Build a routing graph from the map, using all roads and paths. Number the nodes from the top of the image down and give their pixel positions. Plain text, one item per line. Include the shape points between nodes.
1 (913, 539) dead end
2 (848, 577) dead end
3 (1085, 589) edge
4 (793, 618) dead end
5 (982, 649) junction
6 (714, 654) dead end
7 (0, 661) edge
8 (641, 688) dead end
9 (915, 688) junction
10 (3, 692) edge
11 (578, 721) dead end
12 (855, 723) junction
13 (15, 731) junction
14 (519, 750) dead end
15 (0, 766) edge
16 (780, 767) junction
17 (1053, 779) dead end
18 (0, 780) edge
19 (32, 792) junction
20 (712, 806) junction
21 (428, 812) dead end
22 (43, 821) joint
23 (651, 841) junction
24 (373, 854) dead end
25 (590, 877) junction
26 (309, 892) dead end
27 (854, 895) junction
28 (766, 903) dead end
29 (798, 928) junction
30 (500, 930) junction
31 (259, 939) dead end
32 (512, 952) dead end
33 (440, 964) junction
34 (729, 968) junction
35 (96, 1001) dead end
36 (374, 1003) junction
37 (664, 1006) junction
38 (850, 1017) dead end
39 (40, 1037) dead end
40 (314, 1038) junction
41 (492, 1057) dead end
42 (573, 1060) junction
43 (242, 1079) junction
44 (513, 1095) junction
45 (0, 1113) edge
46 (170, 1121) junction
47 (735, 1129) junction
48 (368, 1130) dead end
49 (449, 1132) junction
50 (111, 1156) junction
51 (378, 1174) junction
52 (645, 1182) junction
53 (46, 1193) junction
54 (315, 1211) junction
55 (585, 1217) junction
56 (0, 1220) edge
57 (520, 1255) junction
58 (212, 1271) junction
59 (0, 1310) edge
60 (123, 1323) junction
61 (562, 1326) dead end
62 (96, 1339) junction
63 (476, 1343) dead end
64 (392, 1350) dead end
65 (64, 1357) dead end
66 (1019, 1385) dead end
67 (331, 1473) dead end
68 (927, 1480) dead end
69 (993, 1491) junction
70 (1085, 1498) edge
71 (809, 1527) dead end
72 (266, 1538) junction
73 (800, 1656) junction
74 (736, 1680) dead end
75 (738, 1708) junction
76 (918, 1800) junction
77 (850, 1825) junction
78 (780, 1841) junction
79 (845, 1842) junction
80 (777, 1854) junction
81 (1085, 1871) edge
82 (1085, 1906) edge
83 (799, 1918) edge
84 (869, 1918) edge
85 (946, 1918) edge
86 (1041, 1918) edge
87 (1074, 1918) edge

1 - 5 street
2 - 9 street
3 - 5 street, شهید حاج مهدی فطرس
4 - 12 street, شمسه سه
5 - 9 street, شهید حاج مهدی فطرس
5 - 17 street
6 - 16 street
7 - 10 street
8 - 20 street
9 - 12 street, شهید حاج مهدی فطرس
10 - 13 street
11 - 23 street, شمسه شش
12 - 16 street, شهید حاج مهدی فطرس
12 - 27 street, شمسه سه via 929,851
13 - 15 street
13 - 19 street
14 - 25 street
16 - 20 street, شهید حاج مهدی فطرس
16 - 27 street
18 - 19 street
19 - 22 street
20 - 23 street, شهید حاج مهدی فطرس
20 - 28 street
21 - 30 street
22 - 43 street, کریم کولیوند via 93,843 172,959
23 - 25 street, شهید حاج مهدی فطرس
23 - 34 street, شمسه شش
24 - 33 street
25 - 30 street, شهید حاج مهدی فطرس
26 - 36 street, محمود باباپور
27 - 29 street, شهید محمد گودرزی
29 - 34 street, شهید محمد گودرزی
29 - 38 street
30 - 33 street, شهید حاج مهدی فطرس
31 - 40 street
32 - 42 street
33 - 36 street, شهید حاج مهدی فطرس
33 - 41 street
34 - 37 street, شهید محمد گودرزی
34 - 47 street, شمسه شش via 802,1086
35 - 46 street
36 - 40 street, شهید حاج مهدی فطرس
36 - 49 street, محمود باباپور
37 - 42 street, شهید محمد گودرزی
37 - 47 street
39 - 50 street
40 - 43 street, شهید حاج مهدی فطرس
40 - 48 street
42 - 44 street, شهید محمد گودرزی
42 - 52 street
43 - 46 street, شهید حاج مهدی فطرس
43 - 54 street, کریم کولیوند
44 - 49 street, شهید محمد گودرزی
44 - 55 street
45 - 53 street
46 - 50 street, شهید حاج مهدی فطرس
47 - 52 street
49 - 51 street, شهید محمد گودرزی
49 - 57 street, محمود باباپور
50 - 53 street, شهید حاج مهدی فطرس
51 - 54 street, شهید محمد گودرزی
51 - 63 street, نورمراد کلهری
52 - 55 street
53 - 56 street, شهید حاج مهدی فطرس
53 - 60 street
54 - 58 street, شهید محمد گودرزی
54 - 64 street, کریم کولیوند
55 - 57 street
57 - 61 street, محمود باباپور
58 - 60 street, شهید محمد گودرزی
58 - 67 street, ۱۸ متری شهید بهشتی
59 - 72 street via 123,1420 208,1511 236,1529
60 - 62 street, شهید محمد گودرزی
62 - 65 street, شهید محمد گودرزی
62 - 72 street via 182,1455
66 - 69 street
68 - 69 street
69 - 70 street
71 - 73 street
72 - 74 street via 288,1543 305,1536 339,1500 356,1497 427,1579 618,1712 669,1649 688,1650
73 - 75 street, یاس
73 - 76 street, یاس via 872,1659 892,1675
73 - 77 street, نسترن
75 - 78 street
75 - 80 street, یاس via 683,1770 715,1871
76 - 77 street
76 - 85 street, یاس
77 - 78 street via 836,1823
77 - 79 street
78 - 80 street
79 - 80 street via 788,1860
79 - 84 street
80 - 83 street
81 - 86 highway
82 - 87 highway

| Task requirements |
Using the entries above, find all lines with "محمود". Copy them.

| Written answer |
26 - 36 street, محمود باباپور
36 - 49 street, محمود باباپور
49 - 57 street, محمود باباپور
57 - 61 street, محمود باباپور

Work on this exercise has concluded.